==== GIVEN RECORDS ====

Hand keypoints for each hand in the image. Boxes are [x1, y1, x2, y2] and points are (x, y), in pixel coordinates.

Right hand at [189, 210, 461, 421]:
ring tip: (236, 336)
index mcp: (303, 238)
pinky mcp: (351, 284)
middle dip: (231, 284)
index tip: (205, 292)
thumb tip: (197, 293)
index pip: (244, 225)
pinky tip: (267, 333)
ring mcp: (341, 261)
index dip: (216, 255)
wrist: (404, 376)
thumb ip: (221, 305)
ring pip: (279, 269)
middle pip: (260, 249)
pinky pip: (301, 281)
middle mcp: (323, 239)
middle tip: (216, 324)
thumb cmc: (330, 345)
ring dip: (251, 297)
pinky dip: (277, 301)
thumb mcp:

====

YOUR OBJECTIVE
Only a number is wanted: how many lines of the data above contain "middle"?

RESULT
4